We currently lack a detailed understanding of changes in heterotrophic respiration following wildfires. This uncertainty hinders our ability to predict whether an ecosystem will be a net source of C to the atmosphere or a C sink following a fire. Studying soil microbial responses to fire is one promising approach to better understand post-fire patterns in heterotrophic respiration. We hypothesized that post-fire changes in soil microbial communities would constrain heterotrophic respiration following fires. We tested this hypothesis using a two-fold approach. First, we characterized soil fungal responses to wildfires in boreal forests using a fire chronosequence in interior Alaska with sites that burned in 2010, 2004, 1999, 1987, 1956, and 2 mature forest sites. We characterized fungal abundance at each site by measuring the length of fungal hyphae in soil. To understand changes in fungal community composition, we used pyrosequencing of 18S rDNA. To examine post-fire changes in decomposition rates at each site, we conducted a litterbag decomposition experiment using litter from aspen and black spruce trees. For our second approach, we conducted a global meta-analysis of published microbial responses to fire and, where possible, we also analyzed concurrent changes in soil CO2 emissions following fires.
Results/Conclusions
Soil fungal communities in boreal forests were negatively affected by wildfires. Recently burned sites (1-12 years following fire) had significantly lower fungal abundance than older sites (P=0.0001).

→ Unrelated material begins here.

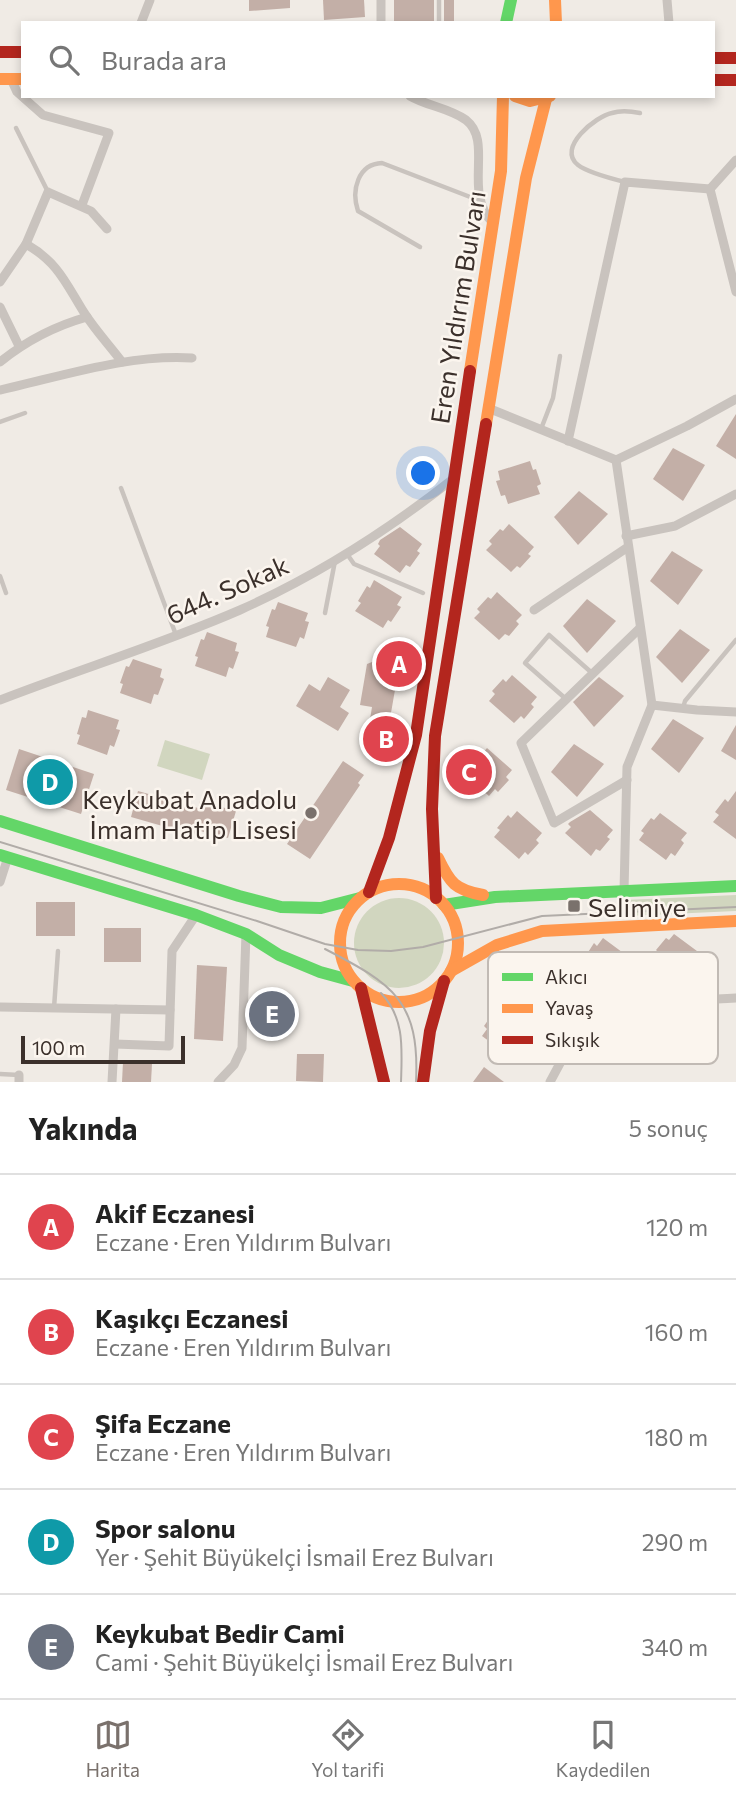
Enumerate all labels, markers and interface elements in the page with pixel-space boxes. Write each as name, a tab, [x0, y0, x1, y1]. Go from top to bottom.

In addition, fungal community composition varied significantly with the time since fire (PerMANOVA: r2=0.231 P=0.001). The relative abundance of Basidiomycota significantly increased with stand age (r2=0.63, P=0.001) while Ascomycota relative abundance decreased significantly with stand age (r2=0.45, P=0.01). In support of our hypothesis, the percent mass loss of aspen and spruce litter increased significantly with stand age (Aspen: r2 =0.69, P<0.001, Spruce: r2=0.61, P<0.001). Litter decomposing in older forest stands lost 11-18% more mass than litter decomposing at recently burned sites. These results are in agreement with the broader findings from our meta-analysis. Across all published studies, fire reduced microbial abundance by an average of 33.2% and fungal abundance by an average of 47.6%. Furthermore, post-fire changes in microbial abundance were significantly positively correlated with changes in soil CO2 emissions (r=0.62, P=0.025). Overall, our results indicate that post-fire changes in microbial abundance and community composition may constrain heterotrophic respiration in post-fire soils. These data may be useful for refining models that predict the impact of wildfires on climate warming.